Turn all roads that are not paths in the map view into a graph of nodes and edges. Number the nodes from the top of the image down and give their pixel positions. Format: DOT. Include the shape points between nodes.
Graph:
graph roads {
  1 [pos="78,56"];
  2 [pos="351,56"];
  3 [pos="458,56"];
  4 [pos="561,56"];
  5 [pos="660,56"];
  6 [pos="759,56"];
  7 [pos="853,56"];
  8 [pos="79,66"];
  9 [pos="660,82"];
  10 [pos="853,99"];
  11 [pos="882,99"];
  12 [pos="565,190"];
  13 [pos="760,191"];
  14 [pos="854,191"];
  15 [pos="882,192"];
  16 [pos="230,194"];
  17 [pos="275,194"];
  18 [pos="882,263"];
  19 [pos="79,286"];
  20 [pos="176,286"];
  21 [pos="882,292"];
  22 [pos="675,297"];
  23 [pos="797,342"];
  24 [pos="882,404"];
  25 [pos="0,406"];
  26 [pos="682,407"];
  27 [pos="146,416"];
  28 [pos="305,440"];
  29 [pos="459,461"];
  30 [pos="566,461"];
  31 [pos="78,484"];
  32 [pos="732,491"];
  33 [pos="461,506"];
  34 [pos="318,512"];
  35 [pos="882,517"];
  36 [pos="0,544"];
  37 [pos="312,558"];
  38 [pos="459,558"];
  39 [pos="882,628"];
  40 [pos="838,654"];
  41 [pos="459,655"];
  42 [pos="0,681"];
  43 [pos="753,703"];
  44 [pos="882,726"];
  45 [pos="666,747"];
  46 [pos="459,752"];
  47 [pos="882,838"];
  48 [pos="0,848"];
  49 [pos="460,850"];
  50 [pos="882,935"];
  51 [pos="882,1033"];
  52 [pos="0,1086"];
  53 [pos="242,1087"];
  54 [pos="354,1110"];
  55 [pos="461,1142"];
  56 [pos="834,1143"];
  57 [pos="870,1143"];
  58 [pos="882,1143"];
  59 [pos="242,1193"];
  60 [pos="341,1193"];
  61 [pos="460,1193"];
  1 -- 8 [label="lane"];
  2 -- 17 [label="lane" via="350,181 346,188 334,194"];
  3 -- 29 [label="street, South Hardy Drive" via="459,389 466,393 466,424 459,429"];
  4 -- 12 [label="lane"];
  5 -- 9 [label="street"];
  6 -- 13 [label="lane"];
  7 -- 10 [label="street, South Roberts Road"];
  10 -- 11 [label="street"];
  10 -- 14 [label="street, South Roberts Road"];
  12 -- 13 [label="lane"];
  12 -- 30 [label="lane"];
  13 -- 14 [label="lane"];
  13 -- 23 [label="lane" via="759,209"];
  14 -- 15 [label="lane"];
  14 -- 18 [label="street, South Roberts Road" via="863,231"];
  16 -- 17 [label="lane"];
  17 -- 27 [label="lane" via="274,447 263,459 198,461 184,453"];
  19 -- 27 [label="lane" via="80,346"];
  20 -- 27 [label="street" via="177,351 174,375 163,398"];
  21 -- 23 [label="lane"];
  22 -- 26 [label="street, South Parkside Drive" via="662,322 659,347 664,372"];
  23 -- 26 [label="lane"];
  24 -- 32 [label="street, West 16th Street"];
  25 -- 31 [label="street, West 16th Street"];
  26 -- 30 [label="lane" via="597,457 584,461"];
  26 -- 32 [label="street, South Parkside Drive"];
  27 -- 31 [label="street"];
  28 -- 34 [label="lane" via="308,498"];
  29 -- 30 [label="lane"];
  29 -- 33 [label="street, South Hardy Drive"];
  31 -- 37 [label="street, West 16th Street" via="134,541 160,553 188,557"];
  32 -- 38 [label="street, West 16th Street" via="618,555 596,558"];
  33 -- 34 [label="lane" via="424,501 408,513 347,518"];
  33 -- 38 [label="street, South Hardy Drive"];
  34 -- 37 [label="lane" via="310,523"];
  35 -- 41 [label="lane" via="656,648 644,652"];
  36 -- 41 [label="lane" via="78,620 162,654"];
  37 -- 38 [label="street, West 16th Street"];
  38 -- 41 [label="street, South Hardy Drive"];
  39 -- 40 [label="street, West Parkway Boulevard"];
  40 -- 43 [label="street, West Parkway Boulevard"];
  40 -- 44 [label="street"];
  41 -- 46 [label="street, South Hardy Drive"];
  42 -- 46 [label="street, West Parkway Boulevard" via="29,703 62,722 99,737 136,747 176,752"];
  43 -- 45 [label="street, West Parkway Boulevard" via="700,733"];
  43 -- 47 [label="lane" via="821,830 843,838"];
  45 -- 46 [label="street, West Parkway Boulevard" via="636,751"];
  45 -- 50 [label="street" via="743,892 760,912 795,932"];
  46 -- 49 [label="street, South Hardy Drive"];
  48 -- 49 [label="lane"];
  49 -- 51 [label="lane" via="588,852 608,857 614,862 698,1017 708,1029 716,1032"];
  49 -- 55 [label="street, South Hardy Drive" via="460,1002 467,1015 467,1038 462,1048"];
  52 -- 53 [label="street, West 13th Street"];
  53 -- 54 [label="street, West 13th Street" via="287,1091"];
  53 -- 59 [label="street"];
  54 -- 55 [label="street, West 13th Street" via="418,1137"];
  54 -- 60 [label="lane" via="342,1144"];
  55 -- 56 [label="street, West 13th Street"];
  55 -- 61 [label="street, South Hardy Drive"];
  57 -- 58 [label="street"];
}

===============

Filter the records above down to the lines that hold the string "Parkside".

  22 -- 26 [label="street, South Parkside Drive" via="662,322 659,347 664,372"];
  26 -- 32 [label="street, South Parkside Drive"];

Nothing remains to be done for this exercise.